I can't guarantee I'll get into any of my top few choices of schools. ANY school I attend will mean selling the house, moving, Rob drastically changing or even dumping his flight instructor career and improvising some way he can make money in aviation or out of it, and years of me pulling eighty-hour weeks and stressing out a lot. He's said he'll be supportive of whichever decision I make, but I must also in good conscience take a look at what that will cost him. If it costs us each other, directly or indirectly, that's too high a price. If managed badly, I know that that could indeed be the price. Caution required.

I also won't be able to keep going with the high-tech career for very much longer if I head down this path. A year, sure; I'll be studying, taking a class or two, volunteering. More than two years... very unlikely. I'll be in classes AND studying for the entrance exams AND working at a clinic (if I can) AND trying to figure out in which state I'll need to establish residency, and maybe even going there while Rob sells the house. So my current career will get ditched early in the process, long before I know I'll succeed on the new path. It could get picked up again, although re-buying the house (if already sold) would be a bit of a toughie.

It all kind of feels like a leap off a cliff.

On the other hand, damn if it isn't exciting. Rob, I'm sorry, I really am.

*sigh*

So far I'm giving it somewhere around a 35% chance I'll make the leap. That's probably higher than it's been before.
Wednesday, September 26th, 2007 05:55 pm (UTC)
A couple of years ago I left a reasonably (by my standards) lucrative job with the state of CO to go back to the professional track I had intended to take 20 years ago.

Yes, it was rather like leaping off a cliff. I took a couple of years worth of courses at the local community college to fill in gaps that I had in the undergrad degree including things like intro to Chem and Physics and basic Calculus. I knew at the time I wanted to take a masters program but I didn't know whether I wanted to do this in Environmenatal Science or in Education. Where I wanted to end up was as an environmental educator. In the end I opted for education because this gives me a certification to teach middle school science if I am not able to get into the field of environmental education with parks, museums or nature centers and I would rather be teaching than doing field biology.

Unlike you, I had no savings and so part of the leap off the cliff included taking on a rather large debt load in the form of student loans.

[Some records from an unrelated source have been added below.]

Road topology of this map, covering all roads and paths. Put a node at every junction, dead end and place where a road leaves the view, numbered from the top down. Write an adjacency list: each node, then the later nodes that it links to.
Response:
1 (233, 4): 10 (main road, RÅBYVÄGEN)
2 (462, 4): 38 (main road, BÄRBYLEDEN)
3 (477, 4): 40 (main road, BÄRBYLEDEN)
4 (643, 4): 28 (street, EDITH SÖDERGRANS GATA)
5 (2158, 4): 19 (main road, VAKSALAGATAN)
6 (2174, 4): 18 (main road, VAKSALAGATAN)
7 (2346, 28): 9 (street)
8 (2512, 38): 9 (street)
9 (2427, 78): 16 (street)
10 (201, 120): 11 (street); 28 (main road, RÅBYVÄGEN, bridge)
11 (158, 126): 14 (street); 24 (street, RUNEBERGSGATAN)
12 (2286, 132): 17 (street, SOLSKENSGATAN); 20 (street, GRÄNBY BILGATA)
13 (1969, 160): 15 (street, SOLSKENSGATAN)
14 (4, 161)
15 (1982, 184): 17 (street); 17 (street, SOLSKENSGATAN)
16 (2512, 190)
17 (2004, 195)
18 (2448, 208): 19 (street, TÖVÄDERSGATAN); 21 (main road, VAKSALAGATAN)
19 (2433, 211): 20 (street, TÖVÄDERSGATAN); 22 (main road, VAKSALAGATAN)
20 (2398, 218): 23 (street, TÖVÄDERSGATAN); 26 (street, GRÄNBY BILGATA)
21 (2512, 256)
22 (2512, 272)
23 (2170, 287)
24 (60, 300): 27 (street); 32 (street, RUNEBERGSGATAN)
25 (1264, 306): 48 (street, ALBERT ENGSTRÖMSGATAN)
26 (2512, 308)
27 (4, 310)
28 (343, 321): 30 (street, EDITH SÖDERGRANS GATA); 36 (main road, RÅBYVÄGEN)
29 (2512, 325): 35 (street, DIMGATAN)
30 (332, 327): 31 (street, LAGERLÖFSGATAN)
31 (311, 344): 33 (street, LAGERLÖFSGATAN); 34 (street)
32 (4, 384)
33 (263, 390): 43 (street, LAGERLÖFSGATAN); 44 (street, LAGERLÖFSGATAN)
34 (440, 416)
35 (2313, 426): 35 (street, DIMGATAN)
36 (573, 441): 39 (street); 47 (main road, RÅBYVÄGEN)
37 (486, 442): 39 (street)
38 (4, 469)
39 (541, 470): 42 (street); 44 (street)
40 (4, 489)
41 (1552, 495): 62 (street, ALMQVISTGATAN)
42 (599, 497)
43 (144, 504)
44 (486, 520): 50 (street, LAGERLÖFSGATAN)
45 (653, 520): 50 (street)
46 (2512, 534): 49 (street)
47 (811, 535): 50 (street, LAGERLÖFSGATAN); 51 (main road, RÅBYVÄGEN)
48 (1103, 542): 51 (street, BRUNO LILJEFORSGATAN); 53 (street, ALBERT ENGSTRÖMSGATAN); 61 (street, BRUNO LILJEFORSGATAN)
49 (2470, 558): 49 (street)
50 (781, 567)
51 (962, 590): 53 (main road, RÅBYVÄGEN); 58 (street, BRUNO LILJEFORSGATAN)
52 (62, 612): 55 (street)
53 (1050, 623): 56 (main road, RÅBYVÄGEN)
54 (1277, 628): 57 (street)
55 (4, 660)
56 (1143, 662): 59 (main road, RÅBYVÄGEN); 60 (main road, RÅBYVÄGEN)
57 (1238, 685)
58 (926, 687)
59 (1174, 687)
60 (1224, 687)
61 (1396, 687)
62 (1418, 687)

At the moment I am working as an intern through the Student Conservation Association as an Environmental Educator at a National Wildlife Refuge.

I am incredibly glad that I took that leap even in the dark, cold hours of the night when I am scared to death that I will not be able to pay my loans back and that I will be paying them off on Social Security. (I turn 51 this Nov.) The thing came down to could I stand to do this (the state) job for another 13 years until I had reached retirement and then do the EE thing as a part of retirement and I came up with the answer as a rather emphatic NO.

Now, education is a much easier thing to get into than Vet school so it did not have the high levels of uncertainty that your cliff has with respect to actually being allowed to take the path once one tries to jump for it but from one who lept, I think that it is worth the leap. My apologies for abusing the metaphor.



Thursday, September 27th, 2007 05:53 pm (UTC)
Wow, your experience is exactly the sort of thing I am envisioning and thinking about. You went from something that wasn't all that fulfilling, but was secure, to something that didn't look as good financially but was what you loved. And you're glad. That's absolutely wonderful. I am very happy to hear that!

(As for my levels of uncertainty, at least I get to find out close to the beginning of the journey rather than after I've spent all the time and money on education! That's a bit of luck, there.)